With the upcoming launch of our first Cellar, we wanted to give you an technical overview of the Aave stablecoin strategy that Sommelier will be deploying and highlight our value prop for Aave lenders: If you intend to lend stablecoins on Aave, you’re better off putting that liquidity into this Cellar. Let's dive in!

What are Cellars?

Sommelier Cellars provide the functionality to execute strategies more sophisticated and complex than was previously possible in DeFi. At a high level, a strategy is executed through the Sommelier protocol using two “entities”: a strategy provider and a cellar contract.

The strategy provider sends action-recommendations through Sommelier’s validator set to be executed on the cellar contract. The strategy provider has the freedom to leverage any type of off-chain computation to arrive at these strategy recommendations. The only constraint is that the recommended actions are within the parameters of what the cellar contract allows.

Cellar design is itself an art - too much functionality opens the door to security vulnerabilities (e.g. strategy providers misbehaving), and too little functionality limits the flexibility of the type of strategies that can be run on the cellar. We’ll cover the details of cellar design in a different blog post.

The goal of this blog post is two-fold:

  1. Provide a technical overview of the Aave stablecoin strategy that Sommelier will be launching as the first Cellar.
  2. Set a baseline for the standards that the Sommelier community should expect regarding new Cellar proposals.

What does a Cellar Proposal consist of?

One focus of this blog post is to describe baseline standards that the community should expect regarding new strategy / cellar proposals. We will discuss the various components that a prospective strategy provider should consider before making a governance proposal proposing a new strategy, and we demonstrate these considerations concretely using the Aave Stablecoin Cellar that is launching soon.

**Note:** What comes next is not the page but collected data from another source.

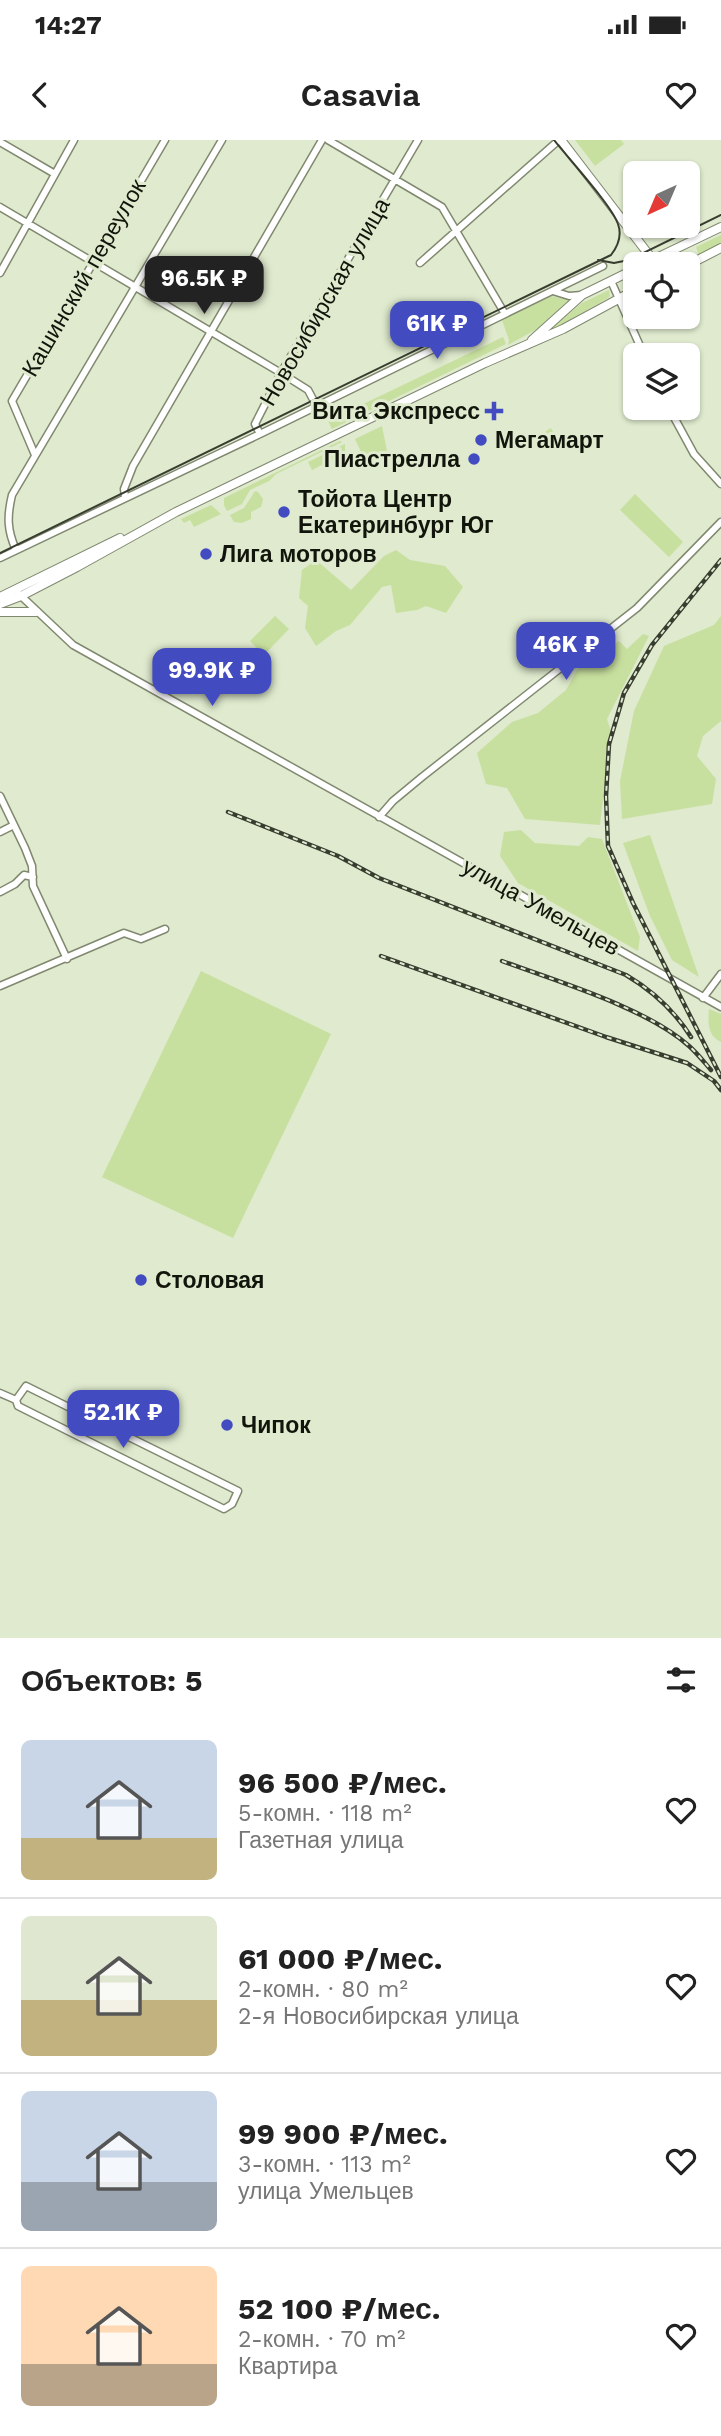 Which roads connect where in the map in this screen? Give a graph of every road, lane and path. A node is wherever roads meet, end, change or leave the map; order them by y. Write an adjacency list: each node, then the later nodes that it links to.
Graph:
1 (74, 140): 9 (street)
2 (164, 140): 19 (street, Кашинский переулок)
3 (222, 140): 25 (street)
4 (322, 140): 31 (street)
5 (328, 140): 10 (street)
6 (418, 140): 10 (street, Новосибирская улица)
7 (560, 140): 14 (street); 16 (main road)
8 (0, 142): 9 (street)
9 (55, 174): 12 (street)
10 (396, 179): 14 (street); 34 (street, Новосибирская улица)
11 (0, 207): 12 (street)
12 (27, 223): 19 (street); 22 (street)
13 (721, 227): 17 (main road)
14 (456, 229): 20 (street); 30 (street)
15 (721, 248): 18 (main road)
16 (646, 252)
17 (673, 252)
18 (700, 259)
19 (92, 263): 25 (street); 38 (street, Кашинский переулок)
20 (420, 263)
21 (603, 266): 26 (street)
22 (0, 273)
23 (623, 275): 24 (main road)
24 (611, 281): 27 (main road); 29 (street)
25 (135, 289): 31 (street); 38 (street)
26 (552, 291): 27 (street); 30 (street)
27 (582, 295): 32 (main road)
28 (623, 296): 29 (main road)
29 (619, 298): 32 (main road); 33 (street)
30 (505, 314): 35 (street)
31 (210, 332): 34 (street); 40 (street)
32 (529, 342): 45 (main road)
33 (639, 343)
34 (281, 373): 35 (street); 37 (street, Новосибирская улица)
35 (316, 405): 37 (street)
36 (676, 420): 39 (street)
37 (260, 434): 40 (street, Новосибирская улица)
38 (35, 455): 41 (street)
39 (721, 484)
40 (125, 497): 43 (street, Новосибирская улица)
41 (4, 519): 43 (street)
42 (721, 522): 51 (street)
43 (16, 550): 44 (street, Новосибирская улица)
44 (0, 558)
45 (18, 592): 46 (main road); 47 (main road); 49 (street, улица Умельцев)
46 (0, 597)
47 (0, 604)
48 (0, 612): 49 (main road)
49 (36, 612): 51 (street, улица Умельцев)
50 (0, 796): 52 (street)
51 (379, 817): 60 (street, улица Умельцев)
52 (14, 825): 53 (street); 54 (street)
53 (0, 832)
54 (33, 877): 55 (street); 57 (street)
55 (0, 892)
56 (165, 929): 57 (street)
57 (66, 959): 59 (street)
58 (721, 974): 60 (street)
59 (0, 986)
60 (703, 998): 61 (street, улица Умельцев)
61 (721, 1007)
62 (0, 1393): 63 (street)
63 (16, 1400): 63 (street)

The first question a cellar proposal should answer is: why is this strategy worth running? While this is a holistic question, there are several ways to answer quantitatively. In particular, we can leverage historical data to assess the performance of the proposed cellar. We refer to this process - of using historical data to assess a strategy - as “backtesting.”

Some questions that we considered in devising the Aave cellar + strategy are the following:

  • What is the alpha of the strategy? I.e. is this strategy capturing an opportunity in the market? Does it optimize something that’s worth optimizing?

  • Does this strategy need to be run on a cellar, or would a simple smart contract alone suffice? I.e. how much opportunity is there to leverage off-chain computation to improve yield?

  • How does our cellar perform historically?

  • Does the strategy make sense for validators to run? I.e. over what timespan do profits outweigh gas fees?

  • Does it scale with TVL? What are the TVL limits of the strategy?

We will outline our process in answering each of these questions with respect to the Aave cellar.

Finally, we will show through our backtesting results that our Aave Stablecoin Cellar succeeds in selecting the optimal stablecoin lending position on Aave.

What is the alpha of the strategy?

This is the first step of the backtesting process. In our case, answering this question involved data exploration of Aave stablecoin deposit APYs (via data provider by Flipside Crypto).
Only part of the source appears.